When visiting Rouen I enjoyed not only Flaubert's Parrot (Picador Pounds 5.99) but the story by Flaubert, from Trois Contes, which inspired Julian Barnes' clever literary quest. Like his protagonist I discovered that there are several (stuffed) contenders for the role of the parrot mistaken for the Holy Ghost by Flaubert's peasant heroine. Start at the medical museum attached to the hospital where Flaubert's father was director. This sounds perilously close to the spurious literary trail of the "Morse's Oxford" variety, but it felt like pure discovery at the time.

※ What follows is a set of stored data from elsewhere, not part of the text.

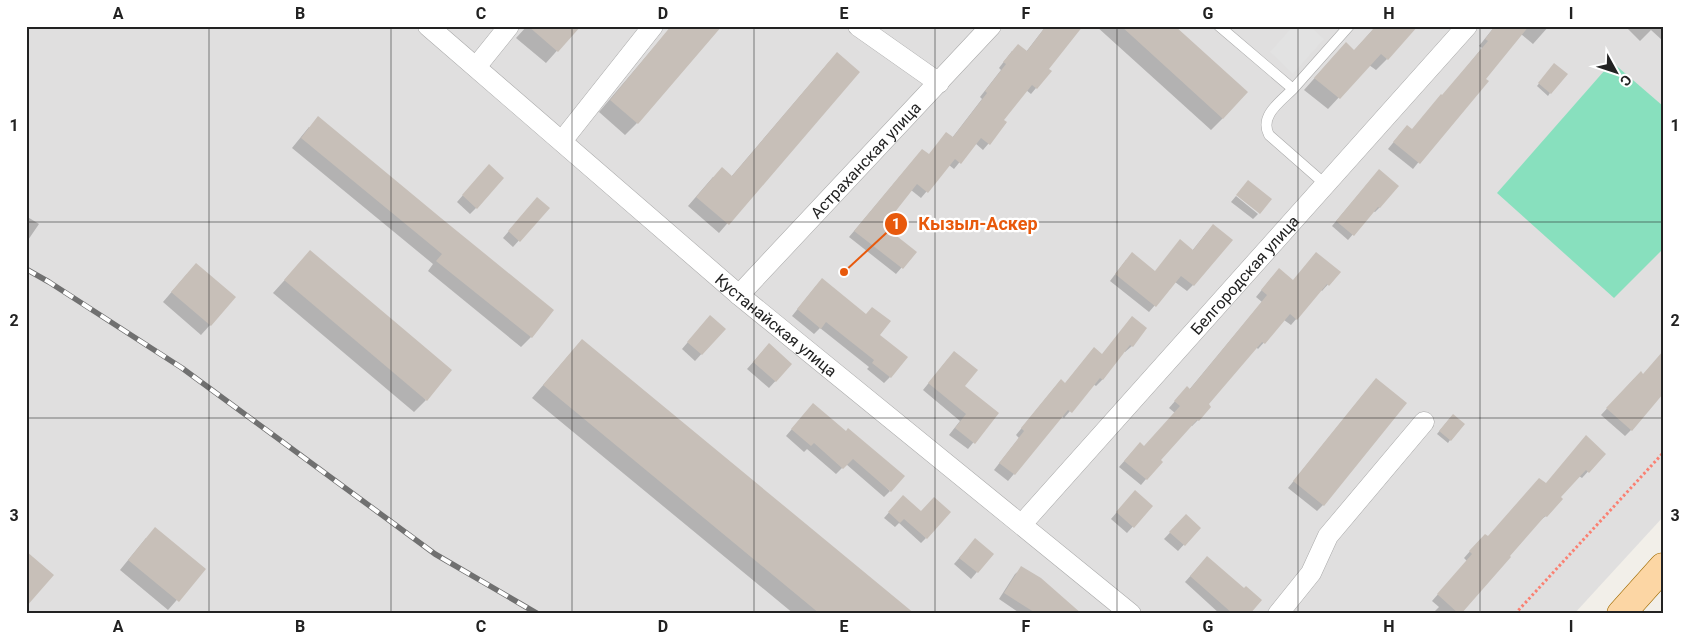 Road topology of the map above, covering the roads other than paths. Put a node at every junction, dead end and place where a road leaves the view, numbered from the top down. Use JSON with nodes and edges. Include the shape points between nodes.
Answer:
{"nodes":[{"id":1,"x":509,"y":26,"type":"edge"},
{"id":2,"x":653,"y":26,"type":"edge"},
{"id":3,"x":858,"y":26,"type":"edge"},
{"id":4,"x":991,"y":26,"type":"edge"},
{"id":5,"x":1219,"y":26,"type":"edge"},
{"id":6,"x":1349,"y":26,"type":"edge"},
{"id":7,"x":1467,"y":26,"type":"edge"},
{"id":8,"x":438,"y":29,"type":"edge"},
{"id":9,"x":476,"y":68,"type":"junction"},
{"id":10,"x":939,"y":83,"type":"junction"},
{"id":11,"x":1293,"y":89,"type":"junction"},
{"id":12,"x":562,"y":141,"type":"junction"},
{"id":13,"x":1326,"y":185,"type":"junction"},
{"id":14,"x":739,"y":295,"type":"junction"},
{"id":15,"x":1424,"y":422,"type":"dead end"},
{"id":16,"x":1022,"y":524,"type":"junction"},
{"id":17,"x":1663,"y":567,"type":"edge"},
{"id":18,"x":1131,"y":614,"type":"edge"},
{"id":19,"x":1278,"y":614,"type":"edge"},
{"id":20,"x":1620,"y":614,"type":"edge"}],
"edges":[{"from":1,"to":9,"type":"street"},
{"from":2,"to":12,"type":"street"},
{"from":3,"to":10,"type":"street"},
{"from":4,"to":10,"type":"street","name":"Астраханская улица"},
{"from":5,"to":11,"type":"lane"},
{"from":6,"to":11,"type":"lane"},
{"from":7,"to":13,"type":"street","name":"Белгородская улица"},
{"from":8,"to":9,"type":"street","name":"Кустанайская улица"},
{"from":9,"to":12,"type":"street","name":"Кустанайская улица"},
{"from":10,"to":14,"type":"street","name":"Астраханская улица"},
{"from":11,"to":13,"type":"lane","via":[[1270,112],[1266,129]]},
{"from":12,"to":14,"type":"street","name":"Кустанайская улица"},
{"from":13,"to":16,"type":"street","name":"Белгородская улица"},
{"from":14,"to":16,"type":"street","name":"Кустанайская улица"},
{"from":15,"to":19,"type":"street","via":[[1328,536],[1312,573]]},
{"from":16,"to":18,"type":"street","name":"Кустанайская улица"},
{"from":17,"to":20,"type":"main road"}]}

This year, visiting Picardy, I would find Sebastian Faulkes' Birdsong (Vintage Pounds 5.99) horribly appropriate. But, much as I admire this brilliant evocation of the Battle of the Somme for its unflinching but never prurient realism, its sensitive but never sentimental handling of human relationships, I'm not ready to re-read it yet and will take instead Hilary Mantel's A Place of Greater Safety (Penguin Pounds 6.99. This is set partly in northern France and promises to be a gripping fictional history of the French Revolution.
Anyone going to see the Bayeux Tapestry would do well to read Odo's Hanging by Peter Benson (Sceptre Books Pounds 5.99). It is a gently humorous account of the design and execution of the tapestry, scene by scene. The rivalry between vigorous, rumbustious, plain-speaking Turold, the artist, and his politically scheming employer, Bishop Odo, unfolds through the narrative of Robert, Turold's dumb assistant.
Michele Roberts' Daughters of the House (Virago Pounds 5.99) is redolent of the Normandy she knew as a child. Roberts is a poet too and her elegant, fastidious, perfectly judged language makes this tale of shameful secret unforgettable.